— Task inputs —
══════

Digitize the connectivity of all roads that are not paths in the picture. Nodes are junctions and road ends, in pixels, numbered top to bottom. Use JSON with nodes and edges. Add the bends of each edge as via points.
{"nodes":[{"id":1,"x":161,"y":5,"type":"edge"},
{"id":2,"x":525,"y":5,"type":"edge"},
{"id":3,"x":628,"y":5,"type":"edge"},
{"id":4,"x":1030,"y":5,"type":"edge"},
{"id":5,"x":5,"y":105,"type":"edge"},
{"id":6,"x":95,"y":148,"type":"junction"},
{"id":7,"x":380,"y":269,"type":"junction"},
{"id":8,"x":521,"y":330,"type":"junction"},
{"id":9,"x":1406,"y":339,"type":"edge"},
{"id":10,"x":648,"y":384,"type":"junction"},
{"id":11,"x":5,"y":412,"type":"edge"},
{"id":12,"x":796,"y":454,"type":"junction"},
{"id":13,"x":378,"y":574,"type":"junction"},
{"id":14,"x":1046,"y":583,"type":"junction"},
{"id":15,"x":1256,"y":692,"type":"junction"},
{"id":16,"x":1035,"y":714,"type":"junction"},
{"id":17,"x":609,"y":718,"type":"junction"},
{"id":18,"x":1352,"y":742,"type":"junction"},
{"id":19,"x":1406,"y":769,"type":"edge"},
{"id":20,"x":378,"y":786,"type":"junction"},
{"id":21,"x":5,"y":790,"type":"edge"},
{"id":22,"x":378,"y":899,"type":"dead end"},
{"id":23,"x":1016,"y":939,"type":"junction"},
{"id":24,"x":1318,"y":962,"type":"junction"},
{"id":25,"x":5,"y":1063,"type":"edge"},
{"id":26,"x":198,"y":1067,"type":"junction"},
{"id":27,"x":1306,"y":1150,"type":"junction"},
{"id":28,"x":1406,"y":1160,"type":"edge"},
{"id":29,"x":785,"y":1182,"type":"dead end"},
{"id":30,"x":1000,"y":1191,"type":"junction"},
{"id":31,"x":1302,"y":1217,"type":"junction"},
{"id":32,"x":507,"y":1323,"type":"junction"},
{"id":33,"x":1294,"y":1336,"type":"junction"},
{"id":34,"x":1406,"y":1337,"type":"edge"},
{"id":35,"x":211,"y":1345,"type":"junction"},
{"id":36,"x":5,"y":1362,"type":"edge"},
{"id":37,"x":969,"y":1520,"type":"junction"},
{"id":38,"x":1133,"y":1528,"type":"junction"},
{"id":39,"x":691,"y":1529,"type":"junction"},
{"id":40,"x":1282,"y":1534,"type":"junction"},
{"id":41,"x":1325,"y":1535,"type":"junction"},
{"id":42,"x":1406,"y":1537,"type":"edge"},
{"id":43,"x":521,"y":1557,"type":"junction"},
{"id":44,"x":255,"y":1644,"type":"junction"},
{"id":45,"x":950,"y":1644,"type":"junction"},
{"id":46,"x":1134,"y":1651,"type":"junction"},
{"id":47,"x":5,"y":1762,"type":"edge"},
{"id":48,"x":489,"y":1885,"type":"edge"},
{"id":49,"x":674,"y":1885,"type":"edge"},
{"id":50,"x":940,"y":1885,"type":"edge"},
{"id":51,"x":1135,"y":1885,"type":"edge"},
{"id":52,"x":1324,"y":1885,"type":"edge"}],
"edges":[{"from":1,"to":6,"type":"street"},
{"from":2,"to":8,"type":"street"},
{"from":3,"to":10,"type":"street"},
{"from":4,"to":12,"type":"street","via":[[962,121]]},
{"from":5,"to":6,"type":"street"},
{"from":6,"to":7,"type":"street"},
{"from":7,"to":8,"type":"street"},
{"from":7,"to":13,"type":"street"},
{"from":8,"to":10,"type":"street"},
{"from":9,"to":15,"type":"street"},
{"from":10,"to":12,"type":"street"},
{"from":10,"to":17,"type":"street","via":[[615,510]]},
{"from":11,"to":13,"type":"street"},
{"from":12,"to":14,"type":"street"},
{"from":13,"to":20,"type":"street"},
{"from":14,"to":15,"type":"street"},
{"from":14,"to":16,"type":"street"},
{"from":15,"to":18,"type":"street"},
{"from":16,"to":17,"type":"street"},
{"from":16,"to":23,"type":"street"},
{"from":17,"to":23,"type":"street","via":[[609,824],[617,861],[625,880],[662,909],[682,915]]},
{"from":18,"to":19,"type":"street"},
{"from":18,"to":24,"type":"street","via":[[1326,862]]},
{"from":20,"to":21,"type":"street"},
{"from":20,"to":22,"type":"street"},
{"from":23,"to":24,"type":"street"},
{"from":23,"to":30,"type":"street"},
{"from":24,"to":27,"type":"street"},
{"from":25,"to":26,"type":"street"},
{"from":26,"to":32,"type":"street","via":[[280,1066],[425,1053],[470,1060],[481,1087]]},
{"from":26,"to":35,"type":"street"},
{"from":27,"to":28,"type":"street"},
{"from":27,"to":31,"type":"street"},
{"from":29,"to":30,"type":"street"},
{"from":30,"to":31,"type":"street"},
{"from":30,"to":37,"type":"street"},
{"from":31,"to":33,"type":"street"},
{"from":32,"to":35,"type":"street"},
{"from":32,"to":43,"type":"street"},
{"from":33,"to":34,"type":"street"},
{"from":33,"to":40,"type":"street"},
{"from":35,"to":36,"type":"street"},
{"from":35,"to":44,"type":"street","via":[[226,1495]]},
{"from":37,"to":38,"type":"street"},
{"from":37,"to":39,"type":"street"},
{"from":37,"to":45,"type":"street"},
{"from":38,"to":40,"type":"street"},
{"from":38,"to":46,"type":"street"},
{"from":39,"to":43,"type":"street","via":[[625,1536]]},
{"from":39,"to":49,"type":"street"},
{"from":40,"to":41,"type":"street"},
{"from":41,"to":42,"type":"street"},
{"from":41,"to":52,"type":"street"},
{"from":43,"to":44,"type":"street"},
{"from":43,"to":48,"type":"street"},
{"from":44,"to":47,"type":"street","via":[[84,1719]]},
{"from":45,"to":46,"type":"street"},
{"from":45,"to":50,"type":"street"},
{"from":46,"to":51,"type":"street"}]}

══════

— Problem to work on —
Set down all the data exactly as given.

— Task result —
Digitize the connectivity of all roads that are not paths in the picture. Nodes are junctions and road ends, in pixels, numbered top to bottom. Use JSON with nodes and edges. Add the bends of each edge as via points.
{"nodes":[{"id":1,"x":161,"y":5,"type":"edge"},
{"id":2,"x":525,"y":5,"type":"edge"},
{"id":3,"x":628,"y":5,"type":"edge"},
{"id":4,"x":1030,"y":5,"type":"edge"},
{"id":5,"x":5,"y":105,"type":"edge"},
{"id":6,"x":95,"y":148,"type":"junction"},
{"id":7,"x":380,"y":269,"type":"junction"},
{"id":8,"x":521,"y":330,"type":"junction"},
{"id":9,"x":1406,"y":339,"type":"edge"},
{"id":10,"x":648,"y":384,"type":"junction"},
{"id":11,"x":5,"y":412,"type":"edge"},
{"id":12,"x":796,"y":454,"type":"junction"},
{"id":13,"x":378,"y":574,"type":"junction"},
{"id":14,"x":1046,"y":583,"type":"junction"},
{"id":15,"x":1256,"y":692,"type":"junction"},
{"id":16,"x":1035,"y":714,"type":"junction"},
{"id":17,"x":609,"y":718,"type":"junction"},
{"id":18,"x":1352,"y":742,"type":"junction"},
{"id":19,"x":1406,"y":769,"type":"edge"},
{"id":20,"x":378,"y":786,"type":"junction"},
{"id":21,"x":5,"y":790,"type":"edge"},
{"id":22,"x":378,"y":899,"type":"dead end"},
{"id":23,"x":1016,"y":939,"type":"junction"},
{"id":24,"x":1318,"y":962,"type":"junction"},
{"id":25,"x":5,"y":1063,"type":"edge"},
{"id":26,"x":198,"y":1067,"type":"junction"},
{"id":27,"x":1306,"y":1150,"type":"junction"},
{"id":28,"x":1406,"y":1160,"type":"edge"},
{"id":29,"x":785,"y":1182,"type":"dead end"},
{"id":30,"x":1000,"y":1191,"type":"junction"},
{"id":31,"x":1302,"y":1217,"type":"junction"},
{"id":32,"x":507,"y":1323,"type":"junction"},
{"id":33,"x":1294,"y":1336,"type":"junction"},
{"id":34,"x":1406,"y":1337,"type":"edge"},
{"id":35,"x":211,"y":1345,"type":"junction"},
{"id":36,"x":5,"y":1362,"type":"edge"},
{"id":37,"x":969,"y":1520,"type":"junction"},
{"id":38,"x":1133,"y":1528,"type":"junction"},
{"id":39,"x":691,"y":1529,"type":"junction"},
{"id":40,"x":1282,"y":1534,"type":"junction"},
{"id":41,"x":1325,"y":1535,"type":"junction"},
{"id":42,"x":1406,"y":1537,"type":"edge"},
{"id":43,"x":521,"y":1557,"type":"junction"},
{"id":44,"x":255,"y":1644,"type":"junction"},
{"id":45,"x":950,"y":1644,"type":"junction"},
{"id":46,"x":1134,"y":1651,"type":"junction"},
{"id":47,"x":5,"y":1762,"type":"edge"},
{"id":48,"x":489,"y":1885,"type":"edge"},
{"id":49,"x":674,"y":1885,"type":"edge"},
{"id":50,"x":940,"y":1885,"type":"edge"},
{"id":51,"x":1135,"y":1885,"type":"edge"},
{"id":52,"x":1324,"y":1885,"type":"edge"}],
"edges":[{"from":1,"to":6,"type":"street"},
{"from":2,"to":8,"type":"street"},
{"from":3,"to":10,"type":"street"},
{"from":4,"to":12,"type":"street","via":[[962,121]]},
{"from":5,"to":6,"type":"street"},
{"from":6,"to":7,"type":"street"},
{"from":7,"to":8,"type":"street"},
{"from":7,"to":13,"type":"street"},
{"from":8,"to":10,"type":"street"},
{"from":9,"to":15,"type":"street"},
{"from":10,"to":12,"type":"street"},
{"from":10,"to":17,"type":"street","via":[[615,510]]},
{"from":11,"to":13,"type":"street"},
{"from":12,"to":14,"type":"street"},
{"from":13,"to":20,"type":"street"},
{"from":14,"to":15,"type":"street"},
{"from":14,"to":16,"type":"street"},
{"from":15,"to":18,"type":"street"},
{"from":16,"to":17,"type":"street"},
{"from":16,"to":23,"type":"street"},
{"from":17,"to":23,"type":"street","via":[[609,824],[617,861],[625,880],[662,909],[682,915]]},
{"from":18,"to":19,"type":"street"},
{"from":18,"to":24,"type":"street","via":[[1326,862]]},
{"from":20,"to":21,"type":"street"},
{"from":20,"to":22,"type":"street"},
{"from":23,"to":24,"type":"street"},
{"from":23,"to":30,"type":"street"},
{"from":24,"to":27,"type":"street"},
{"from":25,"to":26,"type":"street"},
{"from":26,"to":32,"type":"street","via":[[280,1066],[425,1053],[470,1060],[481,1087]]},
{"from":26,"to":35,"type":"street"},
{"from":27,"to":28,"type":"street"},
{"from":27,"to":31,"type":"street"},
{"from":29,"to":30,"type":"street"},
{"from":30,"to":31,"type":"street"},
{"from":30,"to":37,"type":"street"},
{"from":31,"to":33,"type":"street"},
{"from":32,"to":35,"type":"street"},
{"from":32,"to":43,"type":"street"},
{"from":33,"to":34,"type":"street"},
{"from":33,"to":40,"type":"street"},
{"from":35,"to":36,"type":"street"},
{"from":35,"to":44,"type":"street","via":[[226,1495]]},
{"from":37,"to":38,"type":"street"},
{"from":37,"to":39,"type":"street"},
{"from":37,"to":45,"type":"street"},
{"from":38,"to":40,"type":"street"},
{"from":38,"to":46,"type":"street"},
{"from":39,"to":43,"type":"street","via":[[625,1536]]},
{"from":39,"to":49,"type":"street"},
{"from":40,"to":41,"type":"street"},
{"from":41,"to":42,"type":"street"},
{"from":41,"to":52,"type":"street"},
{"from":43,"to":44,"type":"street"},
{"from":43,"to":48,"type":"street"},
{"from":44,"to":47,"type":"street","via":[[84,1719]]},
{"from":45,"to":46,"type":"street"},
{"from":45,"to":50,"type":"street"},
{"from":46,"to":51,"type":"street"}]}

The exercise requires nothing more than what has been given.